Requirement
When you write out the entries, keep every line exactly as it appears.

BEGIN Exercise data

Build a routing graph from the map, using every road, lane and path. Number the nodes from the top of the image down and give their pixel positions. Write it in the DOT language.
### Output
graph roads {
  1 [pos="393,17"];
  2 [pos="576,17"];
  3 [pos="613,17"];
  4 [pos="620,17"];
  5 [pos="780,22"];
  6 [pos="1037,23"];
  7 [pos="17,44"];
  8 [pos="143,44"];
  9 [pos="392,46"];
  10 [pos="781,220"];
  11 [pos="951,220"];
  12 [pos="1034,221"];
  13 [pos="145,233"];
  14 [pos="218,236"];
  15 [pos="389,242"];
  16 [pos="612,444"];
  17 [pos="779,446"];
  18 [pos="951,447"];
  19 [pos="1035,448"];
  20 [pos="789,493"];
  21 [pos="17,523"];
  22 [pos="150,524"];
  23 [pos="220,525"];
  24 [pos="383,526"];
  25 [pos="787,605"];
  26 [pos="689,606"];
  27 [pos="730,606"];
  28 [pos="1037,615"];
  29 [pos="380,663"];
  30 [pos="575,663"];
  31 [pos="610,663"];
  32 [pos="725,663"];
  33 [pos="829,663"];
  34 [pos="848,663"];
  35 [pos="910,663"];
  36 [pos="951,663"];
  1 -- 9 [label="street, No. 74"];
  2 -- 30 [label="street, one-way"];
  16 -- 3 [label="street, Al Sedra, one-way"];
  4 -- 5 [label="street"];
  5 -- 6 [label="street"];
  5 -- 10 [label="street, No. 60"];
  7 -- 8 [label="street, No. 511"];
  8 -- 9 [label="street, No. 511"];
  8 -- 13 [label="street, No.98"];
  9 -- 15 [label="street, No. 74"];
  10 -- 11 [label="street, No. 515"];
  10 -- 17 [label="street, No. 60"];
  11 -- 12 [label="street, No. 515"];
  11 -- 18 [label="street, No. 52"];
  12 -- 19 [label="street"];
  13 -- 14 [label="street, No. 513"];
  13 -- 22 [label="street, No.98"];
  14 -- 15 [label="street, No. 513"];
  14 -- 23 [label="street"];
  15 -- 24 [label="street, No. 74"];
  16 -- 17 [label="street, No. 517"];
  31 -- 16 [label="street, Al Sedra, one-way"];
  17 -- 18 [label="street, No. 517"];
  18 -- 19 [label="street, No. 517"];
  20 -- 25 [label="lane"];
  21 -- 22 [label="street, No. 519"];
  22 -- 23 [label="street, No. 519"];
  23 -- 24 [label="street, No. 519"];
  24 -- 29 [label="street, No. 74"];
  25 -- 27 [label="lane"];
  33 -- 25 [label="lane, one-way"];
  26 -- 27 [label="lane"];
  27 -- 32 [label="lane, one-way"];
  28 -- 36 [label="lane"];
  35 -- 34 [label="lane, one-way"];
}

END Exercise data

Task solution
Build a routing graph from the map, using every road, lane and path. Number the nodes from the top of the image down and give their pixel positions. Write it in the DOT language.
### Output
graph roads {
  1 [pos="393,17"];
  2 [pos="576,17"];
  3 [pos="613,17"];
  4 [pos="620,17"];
  5 [pos="780,22"];
  6 [pos="1037,23"];
  7 [pos="17,44"];
  8 [pos="143,44"];
  9 [pos="392,46"];
  10 [pos="781,220"];
  11 [pos="951,220"];
  12 [pos="1034,221"];
  13 [pos="145,233"];
  14 [pos="218,236"];
  15 [pos="389,242"];
  16 [pos="612,444"];
  17 [pos="779,446"];
  18 [pos="951,447"];
  19 [pos="1035,448"];
  20 [pos="789,493"];
  21 [pos="17,523"];
  22 [pos="150,524"];
  23 [pos="220,525"];
  24 [pos="383,526"];
  25 [pos="787,605"];
  26 [pos="689,606"];
  27 [pos="730,606"];
  28 [pos="1037,615"];
  29 [pos="380,663"];
  30 [pos="575,663"];
  31 [pos="610,663"];
  32 [pos="725,663"];
  33 [pos="829,663"];
  34 [pos="848,663"];
  35 [pos="910,663"];
  36 [pos="951,663"];
  1 -- 9 [label="street, No. 74"];
  2 -- 30 [label="street, one-way"];
  16 -- 3 [label="street, Al Sedra, one-way"];
  4 -- 5 [label="street"];
  5 -- 6 [label="street"];
  5 -- 10 [label="street, No. 60"];
  7 -- 8 [label="street, No. 511"];
  8 -- 9 [label="street, No. 511"];
  8 -- 13 [label="street, No.98"];
  9 -- 15 [label="street, No. 74"];
  10 -- 11 [label="street, No. 515"];
  10 -- 17 [label="street, No. 60"];
  11 -- 12 [label="street, No. 515"];
  11 -- 18 [label="street, No. 52"];
  12 -- 19 [label="street"];
  13 -- 14 [label="street, No. 513"];
  13 -- 22 [label="street, No.98"];
  14 -- 15 [label="street, No. 513"];
  14 -- 23 [label="street"];
  15 -- 24 [label="street, No. 74"];
  16 -- 17 [label="street, No. 517"];
  31 -- 16 [label="street, Al Sedra, one-way"];
  17 -- 18 [label="street, No. 517"];
  18 -- 19 [label="street, No. 517"];
  20 -- 25 [label="lane"];
  21 -- 22 [label="street, No. 519"];
  22 -- 23 [label="street, No. 519"];
  23 -- 24 [label="street, No. 519"];
  24 -- 29 [label="street, No. 74"];
  25 -- 27 [label="lane"];
  33 -- 25 [label="lane, one-way"];
  26 -- 27 [label="lane"];
  27 -- 32 [label="lane, one-way"];
  28 -- 36 [label="lane"];
  35 -- 34 [label="lane, one-way"];
}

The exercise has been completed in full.